Prevents double leadership and split writes that cause data loss on recovery.
Preserves data integrity, ordering, and uniqueness (ids, offsets, counters).
Reduces mean time to recovery by avoiding messy conflict resolution later.
Enables predictable SLOs for availability and correctness.

Rule: Prefer safe stop over unsafe progress on the minority side.

3) Where it shows up (use cases)

Cluster leadership: controller/primary election during broker, node, or link failures.
Replicated data paths: concurrent writes accepted by disconnected groups.
Schedulers and stream coordinators: two JobManagers or controllers coordinating the same work.
Multi‑AZ / multi‑DC layouts: inter‑site links flap; each side believes the other is down.
Edge deployments: intermittent links create small, isolated islands.

4) Canonical example

5‑node cluster splits 3 vs. 2.
The 3‑node majority elects a leader and continues committing decisions.
The 2‑node minority must stand down (no new leadership or writes) until connectivity returns.

Majority math

With (N) voters, majority = (\lfloor N/2 \rfloor + 1).
Fault tolerance: can survive up to (f = \lfloor (N-1)/2 \rfloor) failures without losing the ability to elect.
Prefer odd‑sized quorums to avoid ties and maximize (f).

5) Resolution patterns (toolbox)

Majority quorum (voting committee): only the side with >50% can elect leaders or commit changes; minority freezes.
Leader lease / term/epoch (season ticket): actions are only valid in the current term; old leaders are fenced in later terms.
Fencing tokens (turnstile ticket): storage/workers require a monotonic token; stale tokens from old leaders are rejected.
Write admission control: require acknowledgements from a quorum of replicas (e.g., majority, QUORUM, min.insync.replicas) before success.
Witness/arbiter voters: add a lightweight voter (no data) to break ties in even counts.
Minority backoff / read‑only mode: explicit behavior for nodes without quorum: refuse leadership and write traffic.
Client‑side safety: producers/writers use strong acks and retries so only majority‑committed results are considered successful.

6) Generic configuration knobs (by concept)

Cluster size & placement: choose odd counts; place a majority in the same AZ/DC when latency between sites is unstable.
Election timeouts: too low → flapping; too high → slow failover.
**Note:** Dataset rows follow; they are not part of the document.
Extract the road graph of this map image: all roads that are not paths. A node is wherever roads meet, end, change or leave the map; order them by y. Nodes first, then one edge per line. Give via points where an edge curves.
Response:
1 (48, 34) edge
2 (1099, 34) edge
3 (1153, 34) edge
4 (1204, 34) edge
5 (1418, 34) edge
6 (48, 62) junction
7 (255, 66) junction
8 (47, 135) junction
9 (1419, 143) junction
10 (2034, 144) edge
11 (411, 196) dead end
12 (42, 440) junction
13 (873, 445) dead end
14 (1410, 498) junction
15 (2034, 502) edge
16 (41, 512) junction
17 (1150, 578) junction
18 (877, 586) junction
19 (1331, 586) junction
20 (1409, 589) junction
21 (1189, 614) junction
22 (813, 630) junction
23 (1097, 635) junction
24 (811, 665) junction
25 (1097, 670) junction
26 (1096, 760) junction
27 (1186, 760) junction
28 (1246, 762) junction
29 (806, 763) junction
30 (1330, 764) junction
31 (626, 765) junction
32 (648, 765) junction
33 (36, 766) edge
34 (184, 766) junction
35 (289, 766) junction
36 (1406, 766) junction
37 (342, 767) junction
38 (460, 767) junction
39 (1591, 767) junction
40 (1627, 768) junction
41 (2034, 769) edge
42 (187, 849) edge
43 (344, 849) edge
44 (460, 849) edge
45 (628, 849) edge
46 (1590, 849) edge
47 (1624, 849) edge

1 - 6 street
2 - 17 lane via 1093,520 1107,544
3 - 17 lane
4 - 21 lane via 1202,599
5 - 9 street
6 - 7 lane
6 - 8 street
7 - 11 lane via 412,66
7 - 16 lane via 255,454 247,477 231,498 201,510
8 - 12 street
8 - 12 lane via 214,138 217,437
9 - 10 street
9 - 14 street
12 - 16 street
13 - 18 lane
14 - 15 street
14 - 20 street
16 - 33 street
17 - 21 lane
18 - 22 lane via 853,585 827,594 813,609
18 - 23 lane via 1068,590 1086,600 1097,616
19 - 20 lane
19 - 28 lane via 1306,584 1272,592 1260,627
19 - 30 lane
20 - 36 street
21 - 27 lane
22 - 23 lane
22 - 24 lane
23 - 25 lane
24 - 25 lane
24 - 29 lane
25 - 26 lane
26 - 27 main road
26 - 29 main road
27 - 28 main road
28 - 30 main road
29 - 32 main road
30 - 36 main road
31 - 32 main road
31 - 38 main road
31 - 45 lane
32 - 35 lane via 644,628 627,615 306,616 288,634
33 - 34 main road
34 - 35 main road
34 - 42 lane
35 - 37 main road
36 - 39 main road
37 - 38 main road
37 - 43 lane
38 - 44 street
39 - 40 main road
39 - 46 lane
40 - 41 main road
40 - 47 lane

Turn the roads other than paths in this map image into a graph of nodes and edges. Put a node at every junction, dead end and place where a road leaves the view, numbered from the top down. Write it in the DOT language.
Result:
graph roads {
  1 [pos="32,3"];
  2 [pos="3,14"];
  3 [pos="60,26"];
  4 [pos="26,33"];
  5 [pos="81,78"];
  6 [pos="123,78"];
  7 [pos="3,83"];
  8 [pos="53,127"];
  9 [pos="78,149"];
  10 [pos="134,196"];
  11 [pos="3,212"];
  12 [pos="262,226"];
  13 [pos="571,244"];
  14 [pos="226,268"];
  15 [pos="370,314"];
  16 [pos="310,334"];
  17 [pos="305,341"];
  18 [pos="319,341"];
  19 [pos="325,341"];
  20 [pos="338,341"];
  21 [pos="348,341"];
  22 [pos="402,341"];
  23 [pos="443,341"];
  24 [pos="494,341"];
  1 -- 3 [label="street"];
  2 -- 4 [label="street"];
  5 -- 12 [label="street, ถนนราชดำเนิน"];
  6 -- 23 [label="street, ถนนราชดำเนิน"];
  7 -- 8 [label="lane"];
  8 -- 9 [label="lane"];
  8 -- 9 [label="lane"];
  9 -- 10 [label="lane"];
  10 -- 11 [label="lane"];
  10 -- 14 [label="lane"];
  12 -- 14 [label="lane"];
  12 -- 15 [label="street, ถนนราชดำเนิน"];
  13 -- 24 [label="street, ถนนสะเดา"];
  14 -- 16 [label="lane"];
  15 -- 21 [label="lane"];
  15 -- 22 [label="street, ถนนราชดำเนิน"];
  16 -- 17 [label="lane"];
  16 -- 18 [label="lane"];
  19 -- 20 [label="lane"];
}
Use randomized ranges to dodge tie elections.
Heartbeat intervals: balance fast detection vs. network overhead.
Write quorum levels: majority / QUORUM / ALL vs. ONE (latency vs. safety trade).
Unclean leadership: disable promotions of out‑of‑date replicas.
Client acknowledgements: prefer acks=all or majority‑style acks for critical writes.
Clock discipline: NTP/chrony; big clock skew undermines leases and token freshness.

7) Kafka (KRaft and legacy ZooKeeper)

What & why

ZooKeeper era: controller election and metadata lived in ZooKeeper’s quorum; only the majority side progressed.
KRaft (ZooKeeper‑less): Kafka brokers form a Raft controller quorum. Only a majority can elect an active controller and commit metadata to the metadata log.

Split‑brain scenarios

Controller quorum partitioned: only the majority voter set can continue metadata changes; minority stalls.
Broker isolation: an out‑of‑sync replica should not become leader if ISR checks and unclean election are configured safely.

Example walkthrough (4 brokers, 2 partitions)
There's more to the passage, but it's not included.